The result was a dramatic reduction in the value of payment data stolen from merchants. Tokenization did not eliminate payment fraud, but it changed its economics: stolen card data became less reusable and therefore less valuable. The infrastructure investment required to implement tokenization was significant, but it was driven by a clear principle: transmit the minimum necessary data to accomplish the transaction.
Why the same logic has not reached identity verification
Identity verification has not followed the same trajectory for several reasons. Payment tokenization was driven by a combination of regulatory pressure (PCI DSS), card network mandates, and clear financial incentives for merchants to reduce their breach liability. Identity verification lacks an equivalent set of top-down mandates that drive toward data minimization at the infrastructure level. Most KYC and identity verification workflows were built before proof-based verification was commercially viable, and they were designed around the assumption that the verifying party needs to review the raw data.
The verification provider model reinforced this. Most KYC vendors are designed to ingest raw identity documents, match against databases, and return a confidence score along with extracted data. The calling system receives not just a pass/fail result but a package of extracted identity attributes: name, date of birth, document number, address. Even when the downstream system only needs to know whether the person passed KYC, it receives and must handle all the extracted data. That data then needs to be stored, secured, and eventually deleted, creating compliance obligations that could have been avoided if the downstream system only received a binary verification result.
The distinction between a token and a proof
Tokens and proofs both reduce raw data exposure, but they work differently. A token is a surrogate for a piece of data: it replaces the data in transit and in storage while the original remains in a vault. The token is meaningless without access to the vault that maps it back to the original. A proof answers a specific question without revealing the underlying data at all. The proof does not replace a data record; it confirms whether a condition is met based on a data record, without transmitting the record to the party asking the question.

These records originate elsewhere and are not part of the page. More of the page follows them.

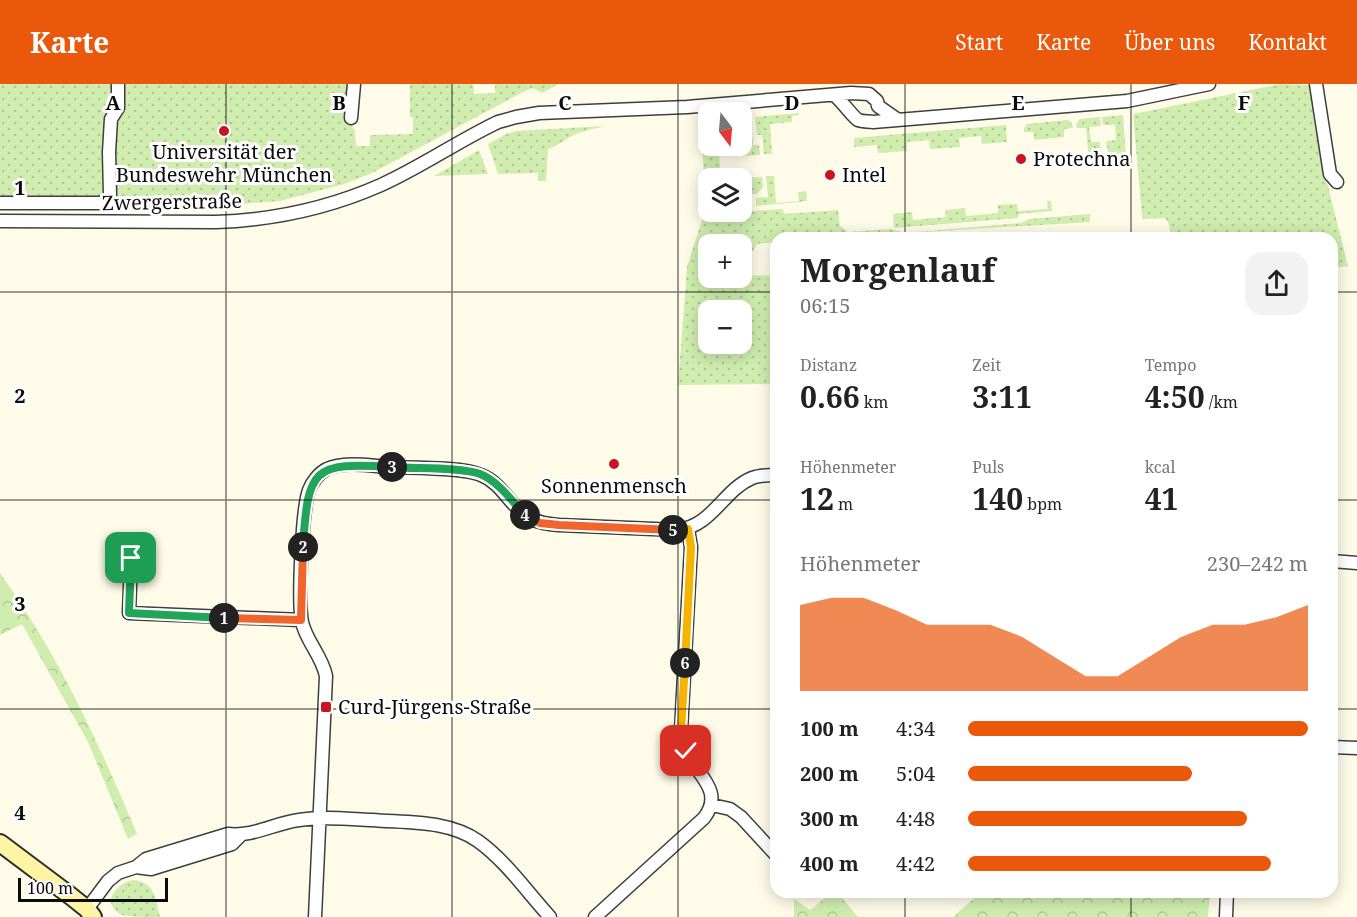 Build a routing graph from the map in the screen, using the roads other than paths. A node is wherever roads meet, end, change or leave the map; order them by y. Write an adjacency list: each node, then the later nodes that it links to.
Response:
1 (118, 84): 13 (street)
2 (354, 84): 9 (street)
3 (1209, 84): 10 (street)
4 (1316, 84): 12 (street)
5 (834, 95): 6 (street, Zwergerstraße); 8 (street); 14 (street, Zwergerstraße)
6 (859, 95): 7 (street); 8 (street)
7 (878, 106): 10 (street); 11 (street)
8 (851, 111): 11 (street)
9 (351, 118)
10 (898, 120): 11 (street)
11 (867, 121)
12 (1337, 182)
13 (0, 203)
14 (0, 221)
15 (770, 475): 16 (street)
16 (688, 529): 20 (street); 23 (street)
17 (131, 558): 20 (street)
18 (1338, 561): 19 (street)
19 (1357, 563)
20 (301, 620): 24 (street)
21 (1338, 747): 22 (street)
22 (1357, 748)
23 (712, 805): 26 (street); 32 (street)
24 (319, 818): 28 (street); 30 (street); 31 (street)
25 (0, 843): 28 (main road)
26 (770, 848)
27 (1227, 898): 33 (street)
28 (90, 913): 29 (main road)
29 (105, 917)
30 (315, 917)
31 (550, 917)
32 (595, 917)
33 (1226, 917)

For payment card verification, a token is the appropriate mechanism: the recipient needs to be able to process the payment, which requires routing information that the token provides through vault lookup. For identity verification, a proof is often the appropriate mechanism: the recipient needs to know whether the person meets a condition, which the proof answers directly without providing the underlying identity data. The distinction matters because tokens still require data vaults and vault access patterns; proofs do not require the recipient to have any access to the underlying data at all.
This creates a fundamentally different data architecture. A system receiving identity tokens must have access, directly or indirectly, to the vault that resolves those tokens. A system receiving identity proofs has no such dependency. The proof is self-contained evidence of the verification result, signed by the verifying infrastructure, with no requirement for the recipient to access the underlying identity record.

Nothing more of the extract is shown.